My task was to help explain how an organization like the League of Women Voters advocates on public policy issues at the federal, state and local levels. I shared with them how the League’s unique grassroots structure enables our leaders to effectively create change not only in the halls of Congress, but also in their state capitals, mayoral offices and city council chambers where important decision are made every day. I also told them about the important educational work League volunteers have done for 94 years to help all eligible Americans—particularly high school students, new citizens and other underrepresented groups—participate in democracy and voting.

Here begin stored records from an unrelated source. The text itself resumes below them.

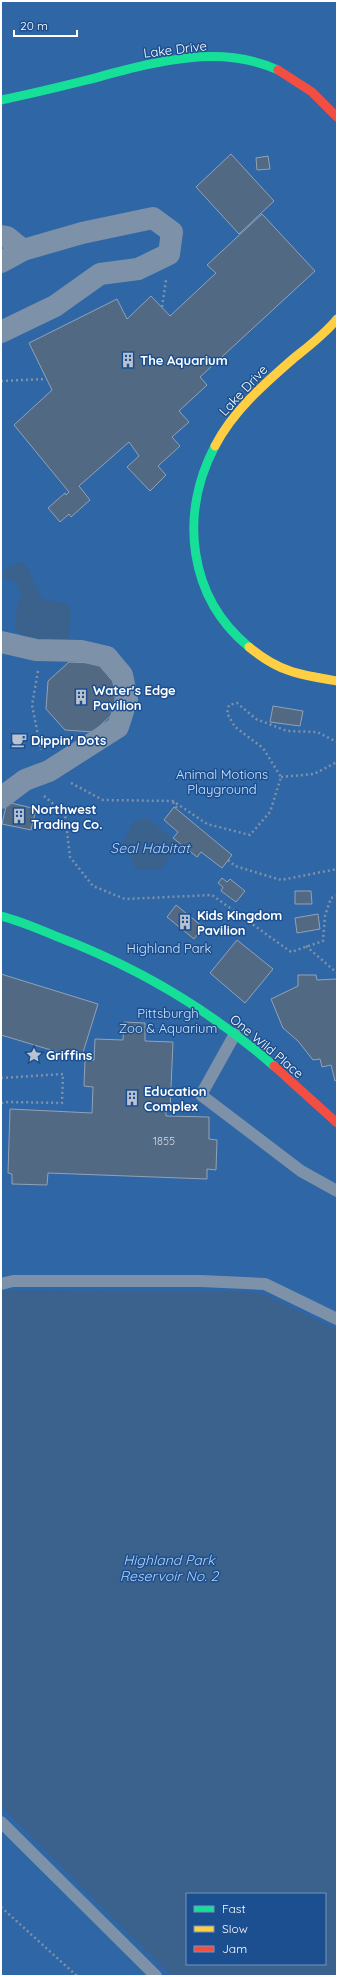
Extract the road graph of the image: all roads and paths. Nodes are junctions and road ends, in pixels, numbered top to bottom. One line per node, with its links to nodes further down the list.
1 (1, 100): 2 (street, Lake Drive)
2 (337, 117)
3 (1, 236): 4 (street)
4 (22, 250): 5 (street); 7 (street)
5 (1, 262)
6 (337, 319): 12 (street, Lake Drive)
7 (1, 332)
8 (46, 379): 9 (path)
9 (1, 381)
10 (1, 642): 15 (street)
11 (39, 668): 15 (path)
12 (337, 681)
13 (337, 742): 16 (path)
14 (337, 762): 16 (path)
15 (49, 771): 17 (street); 19 (path)
16 (281, 777): 19 (path)
17 (25, 780): 18 (street); 25 (path)
18 (1, 798)
19 (173, 801): 20 (path)
20 (178, 810)
21 (228, 860): 22 (path)
22 (337, 869)
23 (337, 896): 25 (path)
24 (1, 916): 27 (street, One Wild Place)
25 (306, 946): 26 (path)
26 (337, 973)
27 (235, 1034): 30 (street, One Wild Place); 31 (lane)
28 (1, 1078): 29 (path)
29 (1, 1104)
30 (337, 1123)
31 (337, 1191)
32 (1, 1284): 33 (lane)
33 (337, 1319)
34 (1, 1822): 37 (lane)
35 (1, 1907): 36 (path)
36 (77, 1976)
37 (156, 1976)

To help illustrate how the advocacy process works “in the real world,” I could think of no better example than the work League leaders and our many partners are doing right now to protect voting rights at all three levels: advocating for the passage of a restored Voting Rights Act in Congress, standing guard against state legislative attempts to erect barriers to the vote; and, at the local level, meeting with local elections officials year in and year out to ensure voters have a smooth Election Day experience. The students were overwhelmingly aware of and ready to talk about these pressing issues.

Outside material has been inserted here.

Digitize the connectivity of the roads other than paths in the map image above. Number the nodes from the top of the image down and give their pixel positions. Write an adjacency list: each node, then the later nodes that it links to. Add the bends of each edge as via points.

Our resulting discussion touched on careers in public advocacy, income inequality, electoral participation among young people, the damage done by partisan gerrymandering, and much, much more. Several students came up to me afterwards to tell me about philanthropic and advocacy-related work they are already doing in their communities, and one even asked for help getting a high school voter registration program started in her remote region of Alaska.

Today was a wonderful reminder of the power of young people to make change in their communities. I’m so thankful to have spent the morning with these student activists!